Trump's involvement with the F-35 program has been a topic of some controversy. While Trump claimed in January that he had cut $600 million from the final cost of the 90-aircraft low-rate initial production (LRIP) Lot 10 by publicly calling out the program on Twitter and sitting down with program execs, critics and reporters (including this one) were quick to point out that the cost reduction had been predicted a month earlier and was likely due to economies of scale more than Trump's involvement.
In March, the CEO of F-35 maker Lockheed Martin, Marillyn Hewson, said that Trump deserved credit for helping to accelerate deal-making for that lot of aircraft, adding that he had "absolutely" made a difference in the timing and outcome of negotiations.
The extent of Trump's involvement with the Ford remains to be seen. In March, Trump paid a visit to the nearly-finished carrier, giving an address that praised Navy seapower and calling the Ford "a ship like no other."
But in an interview with Time published days ago, Trump talked tougher about the Ford, criticizing its new technologies -- particularly its electromagnetic aircraft launch system (EMALS) catapult.
"It sounded bad to me. Digital. They have digital. What is digital? And it’s very complicated, you have to be Albert Einstein to figure it out," Trump said, according to published interview excerpts. "And I said–and now they want to buy more aircraft carriers. I said what system are you going to be–'Sir, we’re staying with digital.' I said no you’re not. You going to goddamned steam, the digital costs hundreds of millions of dollars more money and it’s no good."

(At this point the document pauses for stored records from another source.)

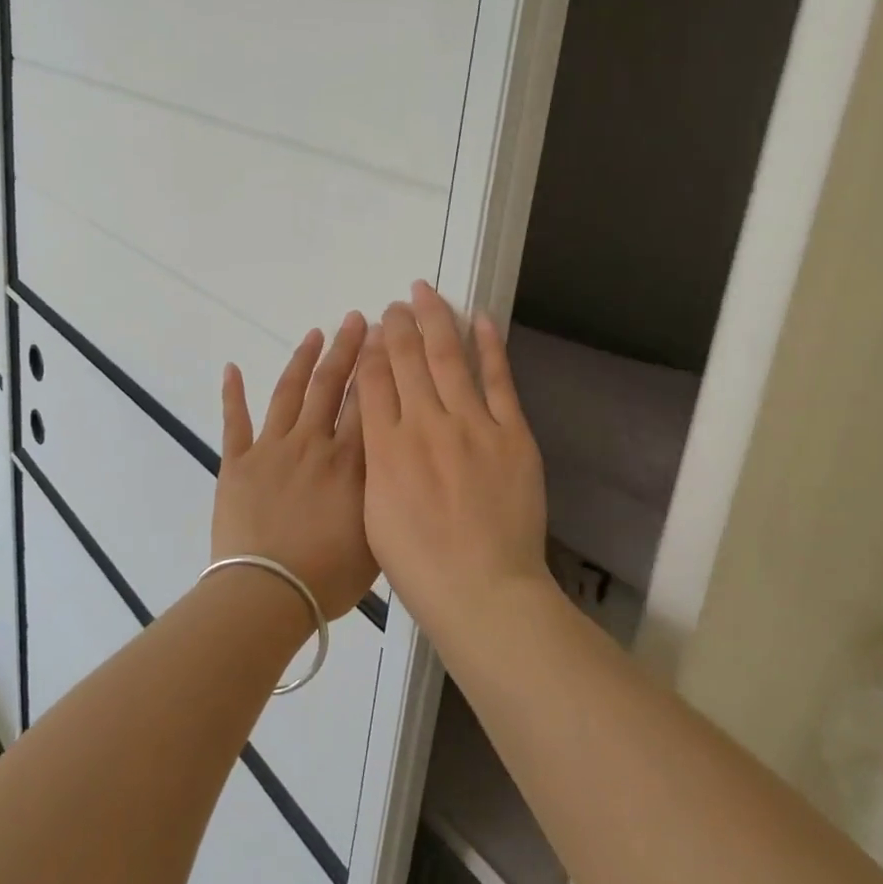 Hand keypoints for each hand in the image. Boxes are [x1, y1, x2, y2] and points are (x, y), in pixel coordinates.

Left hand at [212, 311, 376, 621]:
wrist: (268, 592)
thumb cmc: (329, 575)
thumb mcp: (377, 534)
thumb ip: (384, 490)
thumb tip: (394, 458)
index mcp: (349, 460)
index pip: (366, 400)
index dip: (377, 365)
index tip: (384, 336)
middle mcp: (313, 442)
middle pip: (331, 385)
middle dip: (346, 349)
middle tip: (356, 319)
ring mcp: (272, 448)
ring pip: (289, 392)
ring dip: (302, 359)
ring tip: (315, 333)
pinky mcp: (237, 462)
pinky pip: (234, 421)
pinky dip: (232, 393)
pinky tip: (232, 368)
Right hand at [355, 281, 550, 643]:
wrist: (483, 589)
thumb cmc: (419, 564)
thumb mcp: (374, 514)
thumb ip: (374, 461)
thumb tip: (376, 424)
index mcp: (387, 448)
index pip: (373, 381)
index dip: (371, 349)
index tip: (370, 328)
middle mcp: (425, 425)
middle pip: (406, 359)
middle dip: (397, 325)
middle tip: (395, 303)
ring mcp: (472, 425)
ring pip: (449, 358)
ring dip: (435, 320)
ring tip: (425, 293)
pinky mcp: (512, 434)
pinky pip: (499, 381)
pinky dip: (490, 347)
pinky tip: (480, 319) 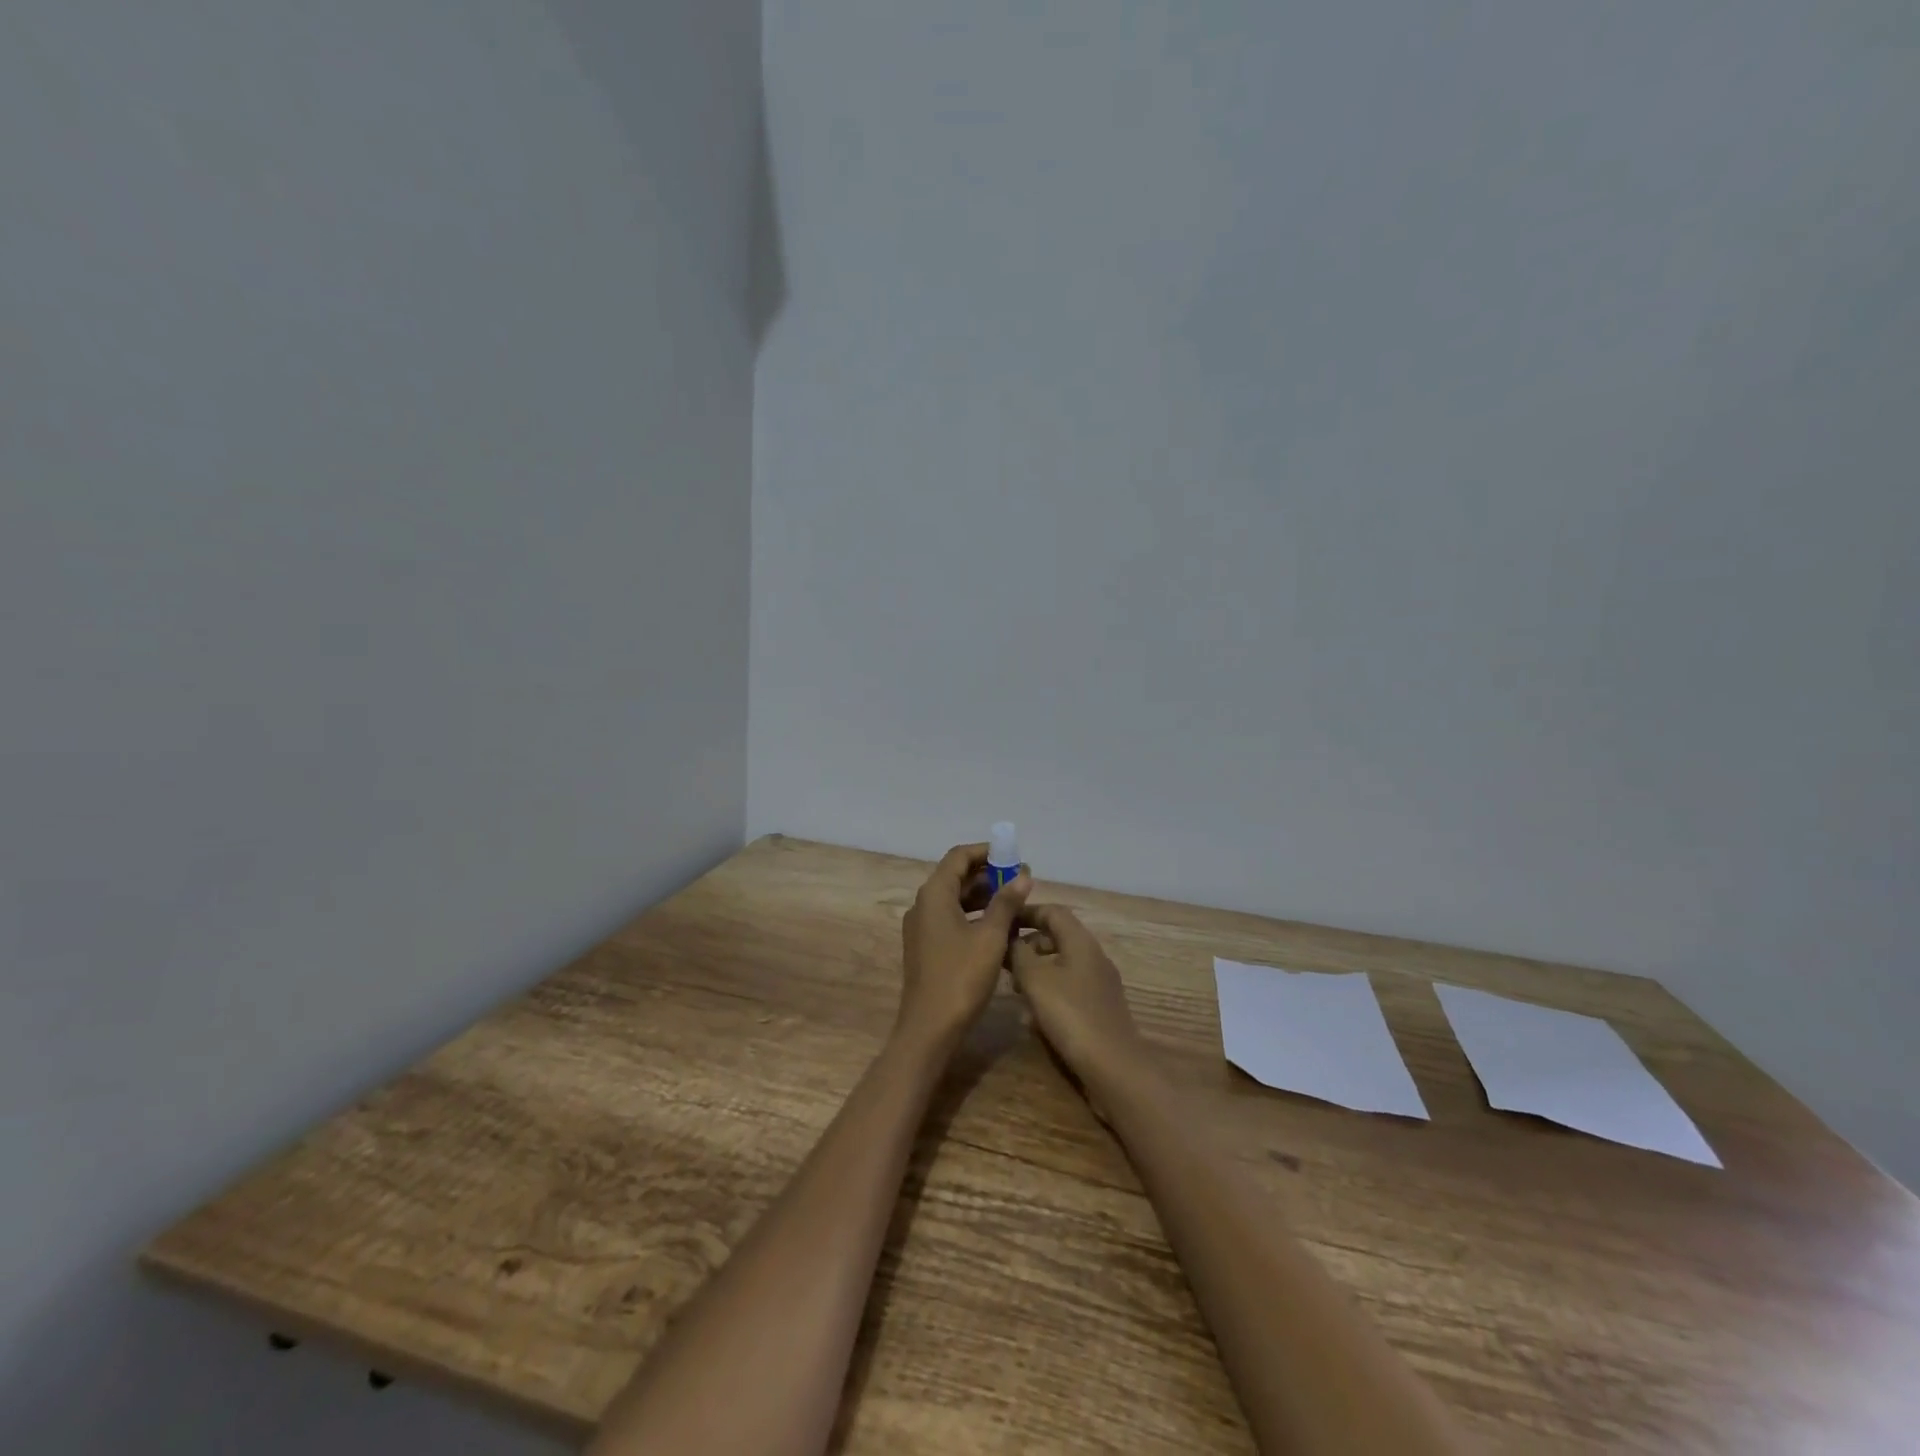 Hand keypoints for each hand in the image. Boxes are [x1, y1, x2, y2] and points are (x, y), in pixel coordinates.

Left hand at [897, 843, 1031, 1050]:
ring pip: (954, 899)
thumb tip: (1023, 875)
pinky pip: (951, 918)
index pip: (959, 857)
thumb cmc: (961, 977)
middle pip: (955, 876)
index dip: (986, 852)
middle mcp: (923, 905)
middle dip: (988, 874)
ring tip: (1014, 901)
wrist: (929, 1028)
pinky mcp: (926, 947)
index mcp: (934, 894)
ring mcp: (922, 927)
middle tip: (1020, 879)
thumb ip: (1006, 903)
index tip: (1013, 856)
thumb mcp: (991, 937)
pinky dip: (973, 915)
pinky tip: (997, 927)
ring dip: (982, 896)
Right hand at [1008, 905, 1145, 1089]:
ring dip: (1037, 971)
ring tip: (1015, 990)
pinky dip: (1049, 992)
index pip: (1053, 911)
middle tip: (1004, 961)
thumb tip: (1010, 938)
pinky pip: (1069, 988)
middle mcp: (1094, 956)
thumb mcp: (1036, 980)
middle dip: (1029, 945)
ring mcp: (1100, 984)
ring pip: (1062, 964)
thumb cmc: (1071, 1015)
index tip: (1003, 921)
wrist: (1114, 1067)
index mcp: (1081, 942)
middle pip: (1058, 937)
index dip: (1027, 912)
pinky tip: (1034, 1017)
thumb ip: (1019, 954)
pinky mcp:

Trump did spend a few moments in his address discussing one program that exclusively belongs to the Coast Guard: its icebreakers. With attention shifting to the Arctic, both the Coast Guard and the Navy have made recent pleas to build more of these powerhouse ships to support operations and rescue missions in the region. Currently, the United States only has one heavy icebreaker: the aging Polar Star, commissioned in 1976.
"Out of the five branches of our Armed Services, it's only the Coast Guard that has the power to break through 21 feet of rock-solid Arctic ice, right? You’re the only ones," Trump said in his address. "And I’m proud to say that under my administration, as you just heard, we will be building the first new heavy icebreakers the United States has seen in over 40 years. We’re going to build many of them."
Currently, the Coast Guard has plans to build three new icebreakers, though these plans are still in the early stages.